Consider a purely resistive load connected to the alternator, having unity power factor. As induced e.m.f. Eph drives a current of Iaph  and load power factor is unity, Eph and Iph  are in phase with each other.
If Φ is the main flux produced by the field winding responsible for producing Eph then Eph lags Φ by 90o .
Now current through armature Ia, produces the armature flux say Φa. So flux Φa and Ia are always in the same direction.
This relation between Φf , Φa, Eph and Iaph  can be shown in the phasor diagram. (See Fig. 1) Fig. 1  Armature reaction for unity power factor
It can be seen from the phasor diagram that there exists a phase difference of  90o between the armature flux and the main flux. The waveforms for the two fluxes are also shown in the Fig. 1. From the waveforms it can be seen that the two fluxes oppose each other on the left half of each pole while assist each other on the right half of each pole. Hence average flux in the air gap remains constant but its distribution gets distrorted.
Note : Hence such distorting effect of armature reaction under unity p.f. condition of the load is called cross magnetising effect of armature reaction.
Due to such distortion of the flux, there is small drop in the terminal voltage of the alternator.
1.2 Zero Lagging Power Factor Load
Consider a purely inductive load connected to the alternator having zero lagging power factor. This indicates that Iaph  driven by Eph lags Eph by 90o which is the power factor angle Φ.
Induced e.m.f. Eph lags main flux Φf by 90o while Φa is in the same direction as that of  Ia. So the phasor diagram and the waveforms are shown in the Fig. 2.
It can be seen from the phasor diagram that the armature flux and the main flux are exactly in opposite direction to each other.
Note : So armature flux tries to cancel the main flux. Such an effect of armature reaction is called demagnetising effect of the armature reaction.
As this effect causes reduction in the main flux, the terminal voltage drops. This drop in the terminal voltage is more than the drop corresponding to the unity p.f. load. Fig. 2  Armature reaction for zero lagging p.f. load
Consider a purely capacitive load connected to the alternator having zero leading power factor. This means that armature current Iaph  driven by Eph, leads Eph by 90o, which is the power factor angle Φ.
Induced e.m.f. Eph lags Φf by 90o while Iaph  and Φa are always in the same direction. The phasor diagram and the waveforms are shown in the Fig. 3. Fig. 3 Armature reaction for zero leading p.f. load
It can be seen from the phasor diagram and waveforms shown in the Fig. 2, the armature flux and the main field flux are in the same direction i.e. they are helping each other. This results into the addition in main flux.

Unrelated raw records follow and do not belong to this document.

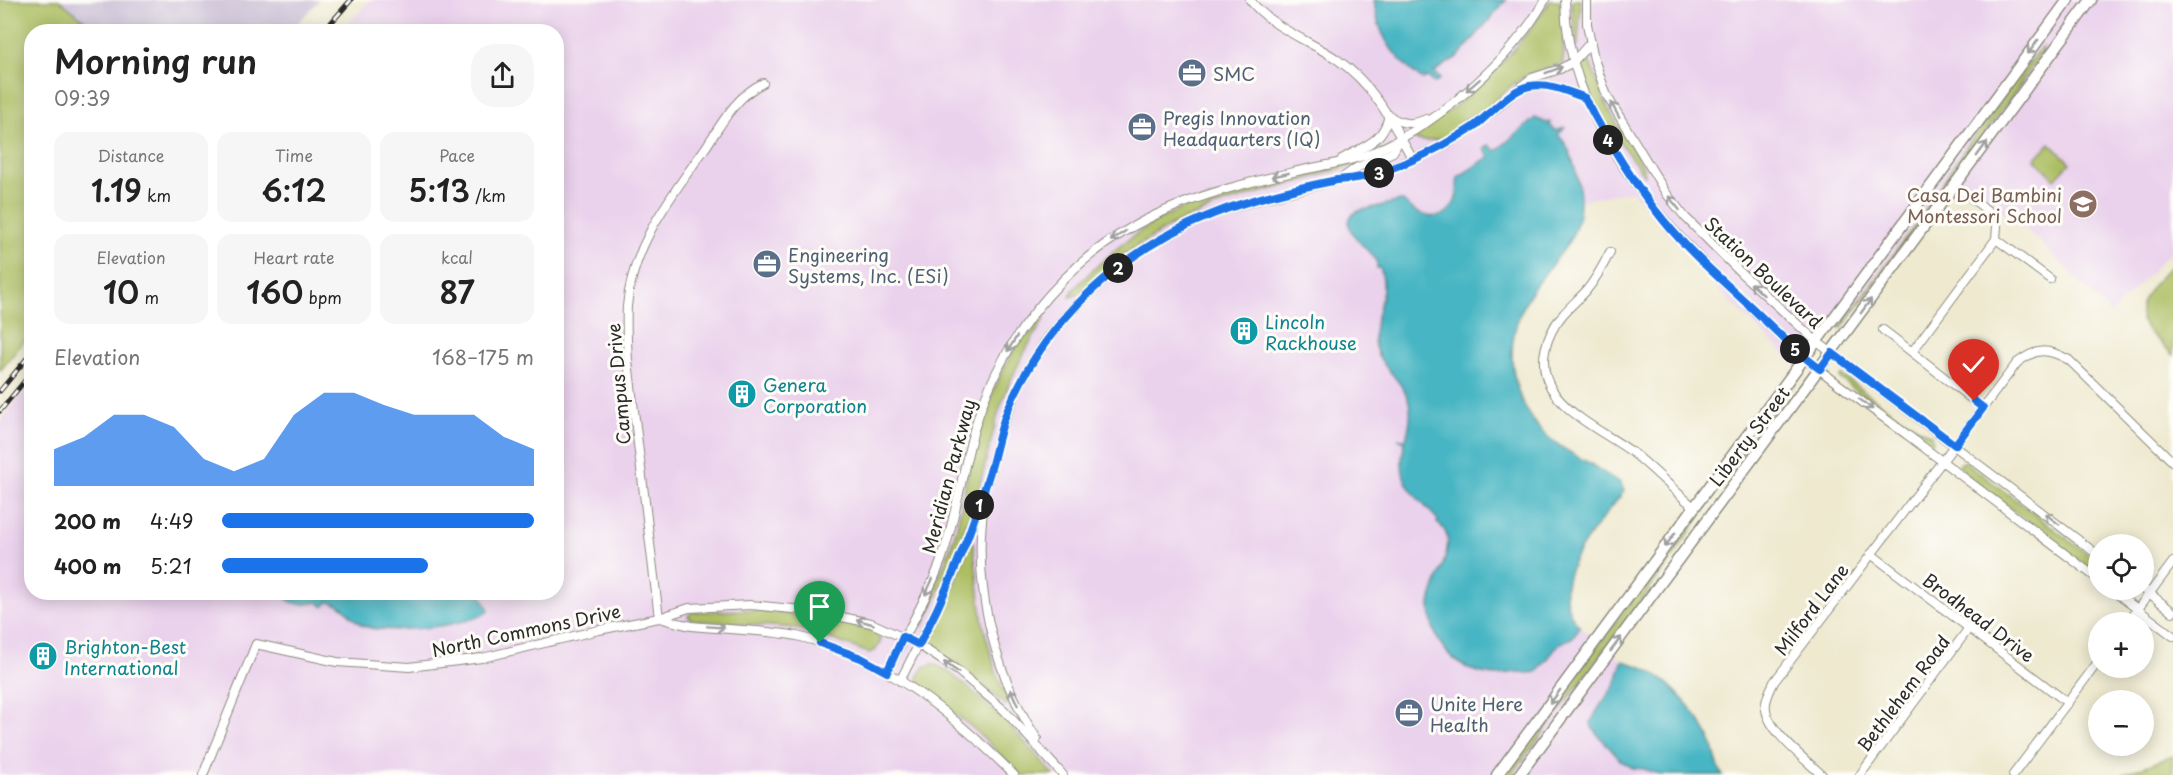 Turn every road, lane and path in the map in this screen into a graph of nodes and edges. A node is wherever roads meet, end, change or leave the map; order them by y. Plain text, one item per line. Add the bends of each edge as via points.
1 (1250, 0) edge
2 (1545, 0) edge
3 (1565, 0) edge
4 (1587, 0) edge
5 (2068, 0) edge
6 (2091, 0) edge
7 (1590, 42) junction
8 (1573, 62) junction
9 (764, 83) dead end
10 (1513, 93) junction
11 (1585, 98) junction
12 (1446, 108) junction
13 (1389, 115) junction
14 (1401, 138) junction
15 (1413, 160) junction
16 (1337, 162) junction
17 (1338, 180) junction
18 (1955, 185) junction
19 (1996, 239) junction
20 (1610, 252) dead end
21 (2050, 279) dead end
22 (1883, 330) dead end
23 (1816, 341) junction
24 (1912, 352) junction
25 (1832, 353) junction
26 (1805, 358) junction
27 (1820, 369) junction
28 (1983, 408) junction
29 (1955, 445) junction
30 (1942, 462) junction
31 (2173, 462) edge
32 (989, 476) junction
33 (1694, 507) junction
34 (2088, 547) edge
35 (1872, 554) junction
36 (2173, 562) edge
37 (2088, 572) edge
38 (2154, 583) edge
39 (2154, 598) edge
40 (2126, 600) edge
41 (2142, 600) edge
42 (2138, 609) junction
43 (2136, 612) edge
44 (2173, 612) edge
45 (659, 618) junction
46 (1969, 628) junction
47 (2173, 636) edge
48 (903, 637) junction
49 (919, 645) junction
50 (887, 672) junction
51 (2088, 676) edge
52 (900, 681) junction
53 (2068, 703) junction
54 (1054, 765) junction
55 (203, 775) edge
56 (1014, 775) edge
57 (1063, 775) edge
58 (1497, 775) edge
59 (1519, 775) edge
60 (1822, 775) edge
61 (1860, 775) edge
62 (2013, 775) edge

1 - 13 street via 1281,27 1357,75
2 -> 12 street, Meridian Parkway via 1522,35
3 - 8 street
4 - 7 street
5 -> 23 street, Liberty Street
18 -> 6 street, Liberty Street
7 - 8 street, Meridian Parkway
23 -> 7 street, Station Boulevard via 1741,273 1666,193 1608,96
10 -> 8 street, Meridian Parkway via 1532,78
8 - 11 street
9 - 45 street, Campus Drive via 735,105 655,221 639,255 629,292 628,361
10 - 11 street via 1529,86 1550,86
10 - 15 street, Meridian Parkway via 1475,126
11 - 26 street, Station Boulevard via 1617,155 1665,222
12 - 13 street, Meridian Parkway via 1414,123 1400,123
12 - 14 street, Meridian Parkway
13 - 14 street
13 - 16 street, Meridian Parkway via 1379,137
14 - 15 street
14 - 16 street, Meridian Parkway via 1360,157
14 - 17 street, Meridian Parkway via 1393,152
15 - 17 street, Meridian Parkway via 1360,178
16 -> 48 street, Meridian Parkway via 1169,207 1106,244 1047,297 1008,350 985,396 943,554
17 - 32 street, Meridian Parkway via 1215,213 1151,244 1108,276 1067,315 1025,374 999,435
18 - 19 street via 1993,215 1998,226
25 -> 18 street, Liberty Street
19 - 21 street
19 - 24 street
20 - 33 street via 1594,280 1556,322 1545,351 1547,376 1568,410 1634,453
22 - 24 street
23 - 25 street, Station Boulevard
23 - 26 street, Liberty Street
24 - 28 street
25 - 27 street, Liberty Street
25 - 29 street, Station Boulevard
26 - 27 street, Station Boulevard
26 - 33 street, Liberty Street
27 -> 30 street, Station Boulevard
59 -> 27 street, Liberty Street
28 - 29 street, Milford Lane
28 - 31 street, Milford Lane via 2028,354 2043,350 2056,353 2069,360
29 - 30 street, Milford Lane
34 -> 29 street, Station Boulevard
30 - 35 street, Milford Lane
30 - 37 street, Station Boulevard
32 - 49 street, Meridian Parkway via 950,583
54 -> 32 street via 1015,701 990,627 981,533
33 -> 58 street, Liberty Street
35 - 46 street, Brodhead Drive
35 - 60 street, Milford Lane via 1774,682 1765,705 1774,729
36 - 38 street
39 - 44 street
40 - 42 street
41 - 42 street
42 - 43 street
42 - 47 street
48 -> 45 street, North Commons Drive via 841,616 752,605 689,608
45 -> 50 street via 690,626 797,636 841,650
45 - 55 street, North Commons Drive via 482,658 409,667 336,662 256,644
46 - 53 street, Brodhead Drive
46 - 61 street, Bethlehem Road
48 - 49 street, North Commons Drive
48 - 50 street, Meridian Parkway
49 - 52 street, Meridian Parkway
54 -> 49 street, North Commons Drive via 1004,710 958,671
50 - 52 street
51 - 53 street
52 - 56 street via 968,730
53 - 62 street
54 - 57 street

Note : Such an effect of armature reaction due to which armature flux assists field flux is called magnetising effect of the armature reaction.
As this effect adds the flux to the main flux, greater e.m.f. gets induced in the armature. Hence there is increase in the terminal voltage for leading power factor loads.
For intermediate power factor loads i.e. between zero lagging and zero leading the armature reaction is partly cross magnetising and partly demagnetising for lagging power factor loads or partly magnetising for leading power factor loads.
1.4 Armature Reaction Reactance (Xar)
In all the conditions of the load power factors, there is change in the terminal voltage due to the armature reaction. Mainly the practical loads are inductive in nature, due to demagnetising effect of armature reaction, there is reduction in the terminal voltage. Now this drop in the voltage due to the interaction of armature and main flux. This drop is not across any physical element.
But to quantify the voltage drop due to the armature reaction, armature winding is assumed to have a fictitious reactance. This fictitious reactance of the armature is called armature reaction reactance denoted as  Xar Ω/ph. And the drop due to armature reaction can be accounted as the voltage drop across this reactance as Iar Xar.
Note : The value of this reactance changes as the load power factor changes, as armature reaction depends on the load power factor.

#### 1 comment:

1. Hi,
sir can we say Xar is capacitive reactance in case of purely capacitive load. Or Xar ha '-' minus sign in case of capacitive load?